Exercise aim:
Every record below needs to be written out exactly, apart from the pictures.
===== Data provided =====
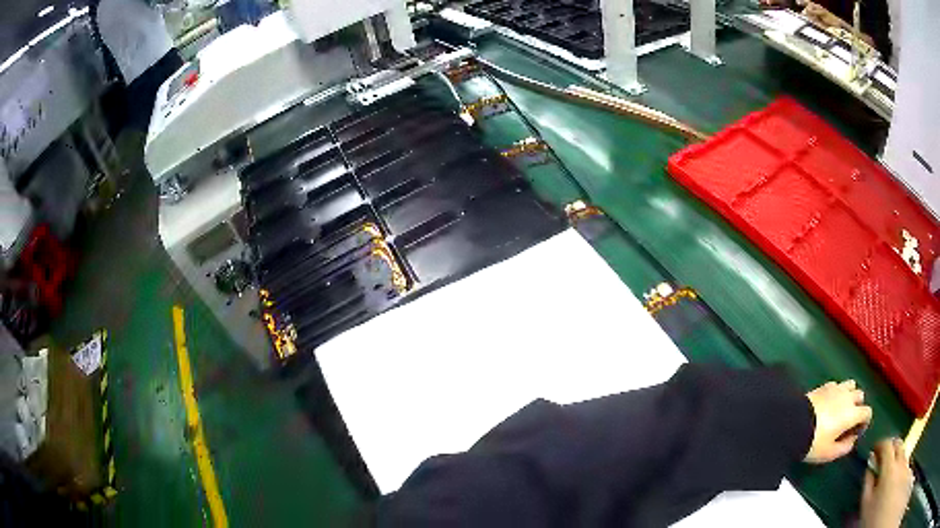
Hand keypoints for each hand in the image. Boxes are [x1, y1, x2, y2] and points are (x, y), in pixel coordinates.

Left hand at [804, 380, 871, 462]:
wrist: (793, 425)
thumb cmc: (814, 442)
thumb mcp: (829, 453)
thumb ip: (845, 447)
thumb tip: (852, 440)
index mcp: (852, 413)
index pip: (867, 412)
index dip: (864, 422)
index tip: (856, 432)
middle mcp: (848, 397)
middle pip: (860, 396)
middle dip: (858, 407)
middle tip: (848, 421)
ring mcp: (836, 388)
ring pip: (851, 385)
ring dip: (849, 395)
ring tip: (841, 410)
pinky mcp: (824, 385)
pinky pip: (837, 385)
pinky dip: (837, 392)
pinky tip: (830, 403)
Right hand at [861, 439, 913, 527]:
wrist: (880, 519)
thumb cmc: (873, 515)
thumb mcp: (866, 504)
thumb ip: (867, 483)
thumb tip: (869, 468)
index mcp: (889, 467)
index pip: (886, 445)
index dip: (880, 444)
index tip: (875, 448)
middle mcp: (900, 461)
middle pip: (898, 444)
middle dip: (890, 447)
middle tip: (883, 456)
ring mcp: (905, 464)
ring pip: (903, 452)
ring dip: (896, 457)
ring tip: (889, 468)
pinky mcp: (906, 468)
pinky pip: (904, 461)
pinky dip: (899, 465)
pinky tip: (894, 477)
=====
Exercise solution:
Hand keypoints for each hand in the image. Boxes are [x1, y1, x2, y2] and points are (x, y), in pixel coordinates.

Left hand at [804, 380, 871, 462]:
wrist: (793, 425)
thumb cmc: (814, 442)
thumb mcp: (829, 453)
thumb ip: (845, 447)
thumb tip: (852, 440)
index mcp: (852, 413)
index pip: (867, 412)
index dip: (864, 422)
index tip: (856, 432)
middle mcp: (848, 397)
middle pip: (860, 396)
middle dip: (858, 407)
middle tip: (848, 421)
ring mcp: (836, 388)
ring pip: (851, 385)
ring dip: (849, 395)
ring tip: (841, 410)
pinky mcp: (824, 385)
pinky pip: (837, 385)
pinky dip: (837, 392)
pinky tip: (830, 403)
Right hand at [861, 439, 913, 527]:
wrist: (880, 519)
thumb cmc: (873, 515)
thumb mcp: (866, 504)
thumb ip: (867, 483)
thumb tip: (869, 468)
index mcp: (889, 467)
index pip: (886, 445)
index dip: (880, 444)
index tip: (875, 448)
middle mcp: (900, 461)
middle pip: (898, 444)
middle dip: (890, 447)
middle tip: (883, 456)
ring mcp: (905, 464)
ring pip: (903, 452)
ring dip: (896, 457)
ring tip: (889, 468)
pinky mcp: (906, 468)
pinky pip: (904, 461)
pinky dip: (899, 465)
pinky tip: (894, 477)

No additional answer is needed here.